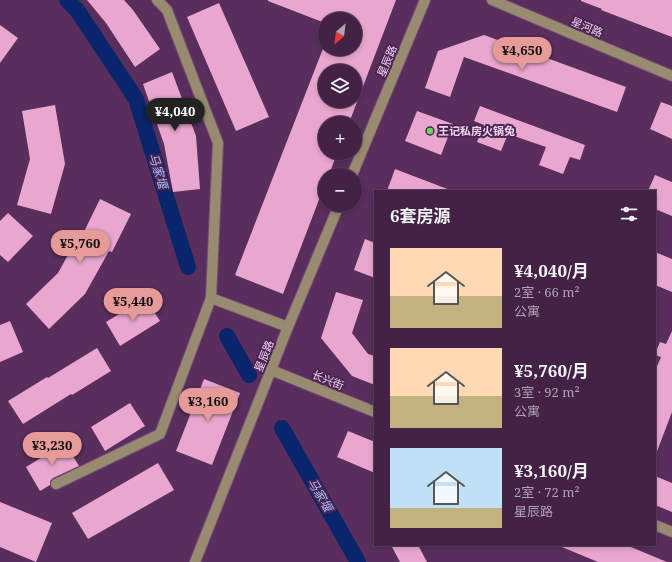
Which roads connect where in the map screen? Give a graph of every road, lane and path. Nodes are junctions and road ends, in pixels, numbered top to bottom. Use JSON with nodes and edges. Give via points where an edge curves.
{"nodes":[{"id":1,"x":157,"y":0,"type":"edge"},
{"id":2,"x":425,"y":0,"type":"edge"},
{"id":3,"x":492,"y":0,"type":"edge"},
{"id":4,"x":672,"y":76,"type":"edge"},
{"id":5,"x":355,"y":168,"type":"edge"},
{"id":6,"x":336,"y":212,"type":"edge"},
{"id":7,"x":211,"y":298,"type":"junction"},
{"id":8,"x":288,"y":327,"type":"junction"},
{"id":9,"x":271,"y":370,"type":"junction"},
{"id":10,"x":374,"y":412,"type":"edge"},
{"id":11,"x":56,"y":484,"type":"dead end"},
{"id":12,"x":656,"y":525,"type":"edge"},
{"id":13,"x":672,"y":532,"type":"edge"},
{"id":14,"x":195,"y":562,"type":"edge"}],
"edges":[{"from":1,"to":7,"type":"street","via":[[167,10],[218,143]]},
{"from":2,"to":5,"type":"street","name":"星辰路"},
{"from":3,"to":4,"type":"street","name":"星河路"},
{"from":6,"to":8,"type":"street","name":"星辰路"},
{"from":7,"to":8,"type":"street"},
{"from":7,"to":11,"type":"street","via":[[160,434]]},
{"from":8,"to":9,"type":"street","name":"星辰路"},
{"from":9,"to":10,"type":"street","name":"长兴街"},
{"from":9,"to":14,"type":"street","name":"星辰路"},
{"from":12,"to":13,"type":"street"}]}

Problem to work on>
Please copy the preceding records exactly and omit the images.

Output below>
Which roads connect where in the map screen? Give a graph of every road, lane and path. Nodes are junctions and road ends, in pixels, numbered top to bottom. Use JSON with nodes and edges. Give via points where an edge curves.
{"nodes":[{"id":1,"x":157,"y":0,"type":"edge"},
{"id":2,"x":425,"y":0,"type":"edge"},
{"id":3,"x":492,"y":0,"type":"edge"},
{"id":4,"x":672,"y":76,"type":"edge"},
{"id":5,"x":355,"y":168,"type":"edge"},
{"id":6,"x":336,"y":212,"type":"edge"},
{"id":7,"x":211,"y":298,"type":"junction"},
{"id":8,"x":288,"y":327,"type":"junction"},
{"id":9,"x":271,"y":370,"type":"junction"},
{"id":10,"x":374,"y":412,"type":"edge"},
{"id":11,"x":56,"y":484,"type":"dead end"},
{"id":12,"x":656,"y":525,"type":"edge"},
{"id":13,"x":672,"y":532,"type":"edge"},
{"id":14,"x":195,"y":562,"type":"edge"}],
"edges":[{"from":1,"to":7,"type":"street","via":[[167,10],[218,143]]},
{"from":2,"to":5,"type":"street","name":"星辰路"},
{"from":3,"to":4,"type":"street","name":"星河路"},
{"from":6,"to":8,"type":"street","name":"星辰路"},
{"from":7,"to":8,"type":"street"},
{"from":7,"to":11,"type":"street","via":[[160,434]]},
{"from":8,"to":9,"type":"street","name":"星辰路"},
{"from":9,"to":10,"type":"street","name":"长兴街"},
{"from":9,"to":14,"type":"street","name":"星辰路"},
{"from":12,"to":13,"type":"street"}]}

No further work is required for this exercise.